Tar Baby’s main character is a motherless woman named Jadine Childs. She is an African-American fashion model who spends much of the novel in the Caribbean where her aunt and uncle work as the help to two wealthy Caucasian individuals (husband and wife) with their own, dark back-story that unfolds throughout the novel. Nonetheless, these wealthy individuals provided Jadine with an education throughout her years, as well as a pedigree of sorts. With this upbringing, and her strong interest in art, Jadine aspires to own her own business and continue to explore the world with a near privileged perspective of her life removed from her black roots.

Then there is a fugitive named, Son. Son is an African-American man who comes from the South. He’s on the run after finding his wife in bed with a teenage boy, thus driving his car through the house killing his wife whereas the boy lived. So in the proceeding off-stage events, Son becomes a stowaway on a boat that makes its way to the Caribbean, eventually finding himself in the presence of Jadine and her white patrons. Morrison reveals much of Son’s tired journey from a lurker of the wealthy Caribbean-dwelling family, to an intruder, then eventually to a prized guest (exclusively to the patriarch) of the family.  With this Morrison sets the stage for the dynamics between Son and Jadine as they both began to butt heads concerning ethnic responsibilities as well as tango with their desire for one another.


Not to spoil or give away much of the book, but the story leads us readers to Manhattan where Son and Jadine began their sort of committed courtship with one another. During this period Jadine is constantly nudging Son to go to college and find himself a real job--a career.  She also shares ideas of traveling and starting a business together with him.  This nudging spoke to me that Jadine wanted to "save" Son's future with a “proper” education, and being aware of his Southern background, save his cultural outlook as well.

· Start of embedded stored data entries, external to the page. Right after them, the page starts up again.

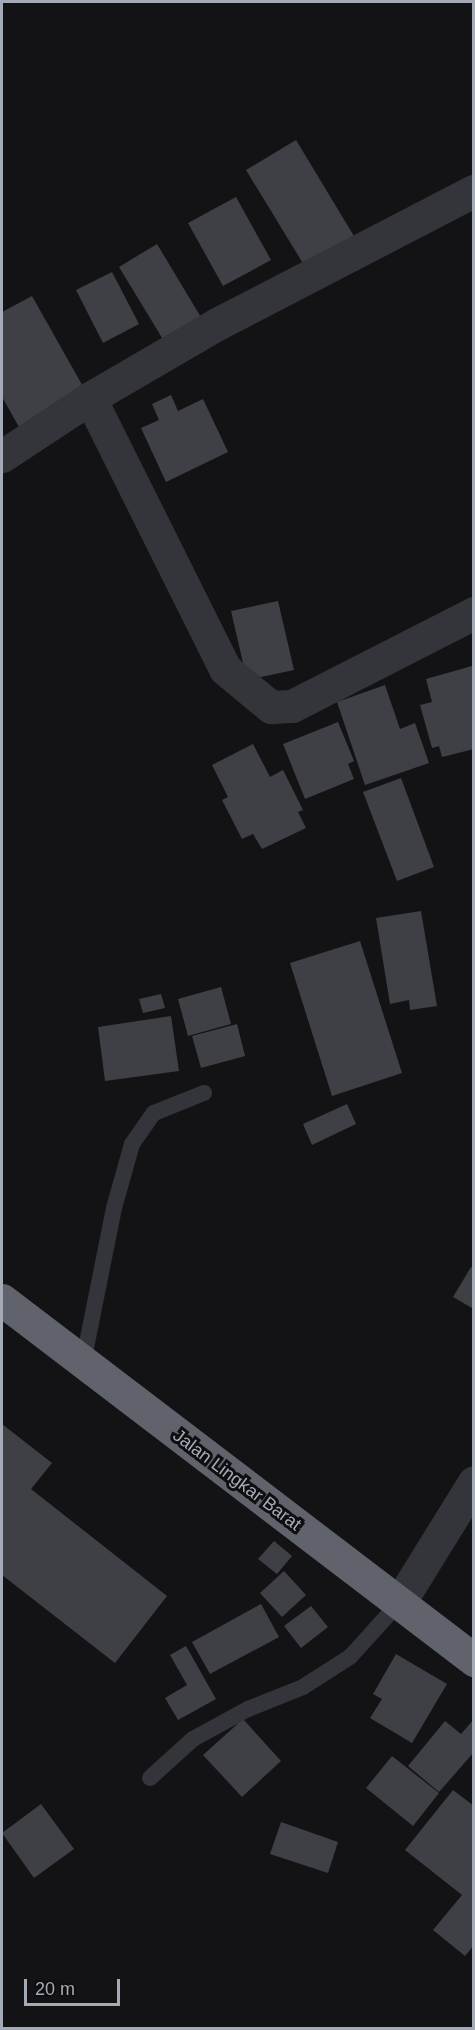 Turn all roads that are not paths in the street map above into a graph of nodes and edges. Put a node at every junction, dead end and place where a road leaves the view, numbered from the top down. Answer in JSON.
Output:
{"nodes":[{"id":1,"x":473,"y":193,"type":"edge"},
{"id":2,"x":90,"y":398,"type":"junction"},
{"id":3,"x":2,"y":456,"type":"edge"},
{"id":4,"x":474,"y":613,"type":"edge"},
{"id":5,"x":204,"y":1093,"type":"dead end"},
{"id":6,"x":2,"y":1300,"type":"edge"},
{"id":7,"x":83,"y":1363,"type":"junction"},
{"id":8,"x":474,"y":1482,"type":"edge"},
{"id":9,"x":399,"y":1603,"type":"junction"},
{"id":10,"x":474,"y":1660,"type":"edge"},
{"id":11,"x":150,"y":1778,"type":"dead end"}],
"edges":[{"from":1,"to":2,"type":"street"},
{"from":2,"to":3,"type":"street"},
{"from":2,"to":4,"type":"street"},
{"from":5,"to":7,"type":"lane"},
{"from":6,"to":7,"type":"highway","name":"Jalan Lingkar Barat"},
{"from":7,"to":9,"type":"highway","name":"Jalan Lingkar Barat"},
{"from":8,"to":9,"type":"street"},
{"from":9,"to":10,"type":"highway","name":"Jalan Lingkar Barat"},
{"from":9,"to":11,"type":"lane"}]}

To Jadine, this can be done with financial assistance from her own white patron and somewhat friend to Son.  This white patron is, of course, the patriarch from the wealthy Caribbean family the two left to purse life in New York.  So while Jadine is falling in love with Son, she, quiet frankly, looks down on him.  Or better yet, she can't get pass certain aspects that make up his mentality and directions with life.  However, the same can be said from Son’s perspective of her. Here, Son wants to "save" Jadine from what he perceives is her sort of “whitewashed” world of thinking, believing that Jadine should stop trying to fit into that world and accept that she is not only black, but not as privileged as she believes.


This is where I started to understand the novel, even in regards to the many other elements happening between Son and Jadine as well as the other characters.  I started to feel like I was suppose to pick a side between Jadine or Son. Do I take root in one concept over the other? Or is there a gray area?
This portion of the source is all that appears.